The trial court in the Padover case, supra, entered a decree as prayed, but the Supreme Court reversed and a decree was ordered entered for the defendants dismissing the bill with costs. See Gossard Co. v. Crosby, 132 Iowa 155; Lewitter v. Adler, 137 A. 541 (N.J. Eq.); but see, Golden Cruller Doughnut Co. v. Mansher, 123 A. 150 (N.J. Eq.).
In the instant case there is no competent evidence showing or tending to show that the defendants or either of them had violated any legal rights of the plaintiff's. There is no evidence that the Universal Loan "customers," to whom some of the circulars were mailed or a post, card was directed, were motivated by such information to borrow money from the Publix to pay loans borrowed and then owing to the Universal Loan. For aught that appears, these loans were made from the Publix by some of the former customers of the Universal Loan by reason of their personal acquaintanceship and confidence in the defendant Jacobson. The fact that such a change of creditor was made did not constitute a legal wrong under the circumstances presented here. Furthermore, the evidence fails to disclose that the change of relationship by the debtors proximately resulted from any wrongful act of the defendants'. The claimed damage is speculative and a mere conjecture under the evidence offered and under proper objections by the defendants.
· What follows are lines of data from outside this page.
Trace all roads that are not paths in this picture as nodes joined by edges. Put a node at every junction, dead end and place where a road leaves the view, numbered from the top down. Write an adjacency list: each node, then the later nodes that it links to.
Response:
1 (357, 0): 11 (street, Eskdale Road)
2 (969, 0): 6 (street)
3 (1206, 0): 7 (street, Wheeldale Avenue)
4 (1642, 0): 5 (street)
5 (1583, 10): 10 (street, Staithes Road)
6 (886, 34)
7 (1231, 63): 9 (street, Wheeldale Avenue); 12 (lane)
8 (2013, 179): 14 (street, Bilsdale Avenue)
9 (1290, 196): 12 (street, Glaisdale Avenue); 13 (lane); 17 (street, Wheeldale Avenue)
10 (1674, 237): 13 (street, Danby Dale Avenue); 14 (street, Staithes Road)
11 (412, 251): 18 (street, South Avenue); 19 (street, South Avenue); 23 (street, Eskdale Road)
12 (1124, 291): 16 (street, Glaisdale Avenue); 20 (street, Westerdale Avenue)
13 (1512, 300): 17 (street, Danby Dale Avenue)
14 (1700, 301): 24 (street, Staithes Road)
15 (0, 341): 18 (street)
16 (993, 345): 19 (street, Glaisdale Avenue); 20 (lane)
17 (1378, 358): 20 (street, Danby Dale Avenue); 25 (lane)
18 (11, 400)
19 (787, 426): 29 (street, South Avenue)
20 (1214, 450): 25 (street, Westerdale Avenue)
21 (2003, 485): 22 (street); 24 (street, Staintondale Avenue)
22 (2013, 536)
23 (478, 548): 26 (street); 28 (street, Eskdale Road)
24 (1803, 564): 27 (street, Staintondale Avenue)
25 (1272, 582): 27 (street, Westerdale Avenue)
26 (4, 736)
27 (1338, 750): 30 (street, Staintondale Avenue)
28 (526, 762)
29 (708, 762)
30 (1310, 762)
The issues arise under the pleadings and the decision must be responsive to the issues joined. There is not involved here a willful or malicious interference by a third party causing a breach of contract, nor is it true that the act of a third party caused the performance of a contract. The record fails to show that the defendants were culpa or in what instances or in what amounts were debts paid by the borrower from the plaintiff corporation by reason of any act claimed to be culpa on the part of defendants or any of them.
We conclude, therefore, that plaintiff's petition is without equity and the trial court properly dismissed same upon the merits. — Affirmed.
FAVILLE, C.J., and STEVENS, ALBERT, and WAGNER, JJ., concur.